I'm still playing with a few more projects that I hope to complete before moving onto the next thing on my to-do list.  I always forget what a mess I make when I'm into a big session like this... here's a peak at my work area.  I have to have ALL the beads and ALL the linen out to ensure I make the best match for each bracelet.  Ok, this is no where near all of my beads, but it's a good chunk of the smaller ones!  Plus, what you can't see is that there are boxes on the floor by my chair.   

What about you?  Do you have favorite designs that you like to revisit?  I'd love to hear about it! 

Monday, February 8, 2016

Art Bead Scene: February 2016

This inspiration for this month's Art Bead Scene challenge is a Vogue magazine cover from January 1925.  It features the Simultaneous Dress next to the Simultaneous Car by Sonia Delaunay as illustrated by George Lepape.  To read more about the Sonia Delaunay and her artwork, check out the ABS blog HERE.  

I have to admit that the color palette is a little too "America!" for my taste... It just feels like Fourth of July I guess.  On the other hand, I am intrigued by the chevron and triangle shapes in the dress and car.  Unfortunately, my bead stash doesn't really lend itself to sharp geometric patterns.  I'm more of a round girl I guess. 

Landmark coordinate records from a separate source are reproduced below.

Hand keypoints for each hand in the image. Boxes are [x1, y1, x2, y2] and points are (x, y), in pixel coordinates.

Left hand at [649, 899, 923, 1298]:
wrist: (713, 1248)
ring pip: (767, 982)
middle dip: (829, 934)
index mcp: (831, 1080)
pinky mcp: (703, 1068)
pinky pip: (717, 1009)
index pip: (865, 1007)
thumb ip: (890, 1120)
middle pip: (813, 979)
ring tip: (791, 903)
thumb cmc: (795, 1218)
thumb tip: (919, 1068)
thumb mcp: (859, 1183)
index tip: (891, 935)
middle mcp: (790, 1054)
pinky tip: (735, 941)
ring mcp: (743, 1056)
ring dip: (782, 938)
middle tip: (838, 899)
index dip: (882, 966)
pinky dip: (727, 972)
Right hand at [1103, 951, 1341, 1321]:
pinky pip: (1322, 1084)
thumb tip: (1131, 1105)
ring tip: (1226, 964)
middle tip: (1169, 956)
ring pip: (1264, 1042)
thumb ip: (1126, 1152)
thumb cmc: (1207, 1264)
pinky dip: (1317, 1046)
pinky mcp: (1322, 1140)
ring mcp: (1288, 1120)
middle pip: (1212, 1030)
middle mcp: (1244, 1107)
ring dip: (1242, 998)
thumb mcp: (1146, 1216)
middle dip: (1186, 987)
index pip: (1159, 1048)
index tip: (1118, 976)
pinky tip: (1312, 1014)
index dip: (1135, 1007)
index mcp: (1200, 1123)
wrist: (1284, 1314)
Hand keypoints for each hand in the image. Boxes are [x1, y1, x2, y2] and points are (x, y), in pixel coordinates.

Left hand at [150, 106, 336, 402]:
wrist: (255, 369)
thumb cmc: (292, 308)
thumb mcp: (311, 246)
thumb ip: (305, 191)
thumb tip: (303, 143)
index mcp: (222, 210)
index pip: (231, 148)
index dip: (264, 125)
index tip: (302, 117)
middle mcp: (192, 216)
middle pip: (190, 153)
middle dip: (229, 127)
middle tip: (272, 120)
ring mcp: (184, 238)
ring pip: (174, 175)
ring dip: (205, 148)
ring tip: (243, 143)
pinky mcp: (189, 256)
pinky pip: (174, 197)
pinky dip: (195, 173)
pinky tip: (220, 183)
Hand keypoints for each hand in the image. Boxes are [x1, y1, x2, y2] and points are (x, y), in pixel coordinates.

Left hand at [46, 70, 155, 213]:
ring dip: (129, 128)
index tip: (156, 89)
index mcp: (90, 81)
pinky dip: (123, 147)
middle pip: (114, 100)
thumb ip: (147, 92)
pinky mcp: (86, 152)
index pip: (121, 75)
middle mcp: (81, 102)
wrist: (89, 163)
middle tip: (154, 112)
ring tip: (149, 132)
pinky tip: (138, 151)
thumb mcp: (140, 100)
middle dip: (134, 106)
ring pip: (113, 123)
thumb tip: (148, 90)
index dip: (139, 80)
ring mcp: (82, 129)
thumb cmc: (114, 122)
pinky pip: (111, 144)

I was thinking that this month might just be a simple pair of earrings with some lampwork beads but then I managed to find a carved ceramic lentil bead from Golem Design Studio that had some promise!  Even though it has a floral or leaf pattern, it'd got a geometric look to it that I think works.  As soon as I decided on the focal I knew I had to make a version of a bracelet that Lorelei Eurto shared in Bead Style magazine a while back.  (This is such a fun and versatile design and I've been itching to make some more of these guys!)

Lampwork beads from BeadyGirl Beads and Firelily Glass round out the art bead goodness in this bracelet.  Most of my smaller blue beads were a little too bright and red is the more dominate color in the inspiration piece, so there's a definite focus on the red in my bracelet.  I added in some plated steel seed beads and pewter rice shaped beads to pull in the chrome from the car.

I'm surprisingly pleased with how this piece came together... proof that it's good to get out of your comfort zone from time to time.  This baby is headed to Unearthed Arts later this week!